WHAT IS BEING ASKED:
Of the lines in the data below, count the ones holding the string "dead", and answer with that number only.

[Stored items]

+ + +

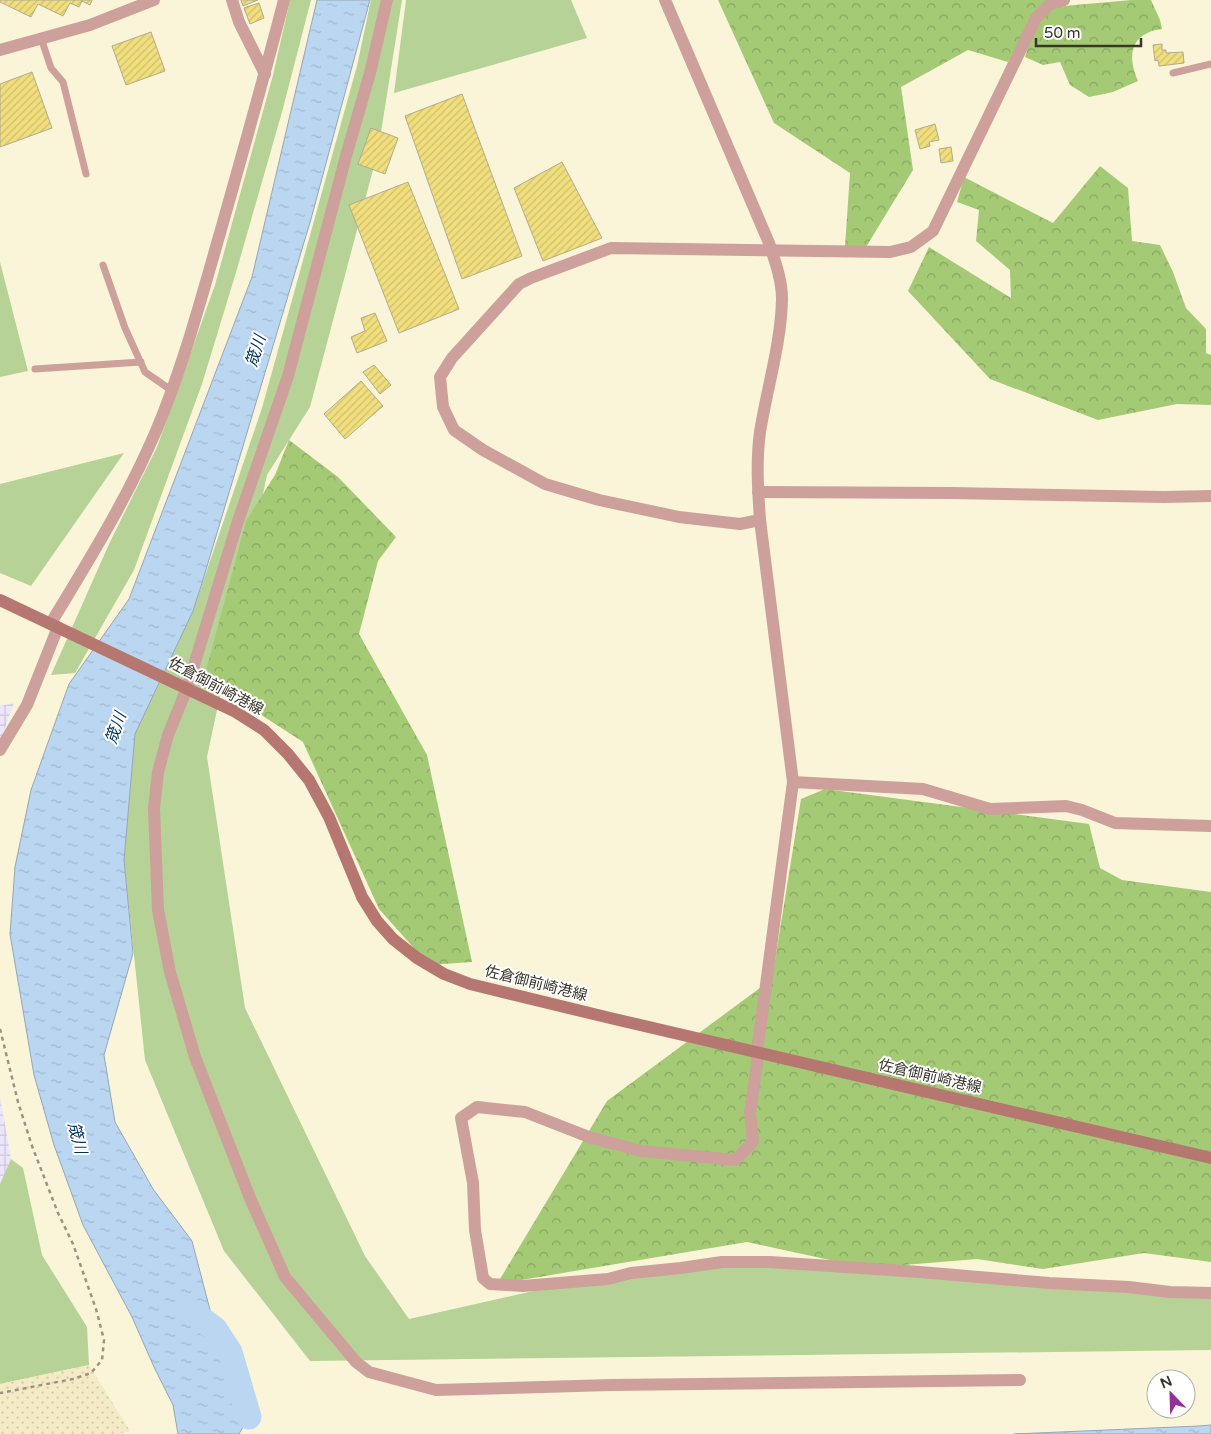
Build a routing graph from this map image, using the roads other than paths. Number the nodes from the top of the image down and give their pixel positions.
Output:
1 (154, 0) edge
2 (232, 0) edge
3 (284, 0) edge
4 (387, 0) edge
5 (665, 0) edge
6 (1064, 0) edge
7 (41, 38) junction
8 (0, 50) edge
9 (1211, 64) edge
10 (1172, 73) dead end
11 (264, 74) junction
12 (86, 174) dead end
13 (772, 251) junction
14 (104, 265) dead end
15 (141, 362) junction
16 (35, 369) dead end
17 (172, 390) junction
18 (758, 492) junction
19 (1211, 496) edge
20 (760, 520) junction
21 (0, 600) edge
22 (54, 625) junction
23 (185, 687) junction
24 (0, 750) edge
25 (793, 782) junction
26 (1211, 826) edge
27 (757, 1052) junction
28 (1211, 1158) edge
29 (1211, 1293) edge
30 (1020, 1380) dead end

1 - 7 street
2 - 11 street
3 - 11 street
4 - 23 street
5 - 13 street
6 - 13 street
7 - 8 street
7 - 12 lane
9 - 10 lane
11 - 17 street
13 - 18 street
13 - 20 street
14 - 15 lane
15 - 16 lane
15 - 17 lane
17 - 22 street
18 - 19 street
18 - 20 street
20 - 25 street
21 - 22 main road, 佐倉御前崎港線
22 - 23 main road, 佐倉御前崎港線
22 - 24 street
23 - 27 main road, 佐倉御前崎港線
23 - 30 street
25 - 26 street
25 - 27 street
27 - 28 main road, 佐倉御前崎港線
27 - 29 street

+ + +

THE ANSWER:
5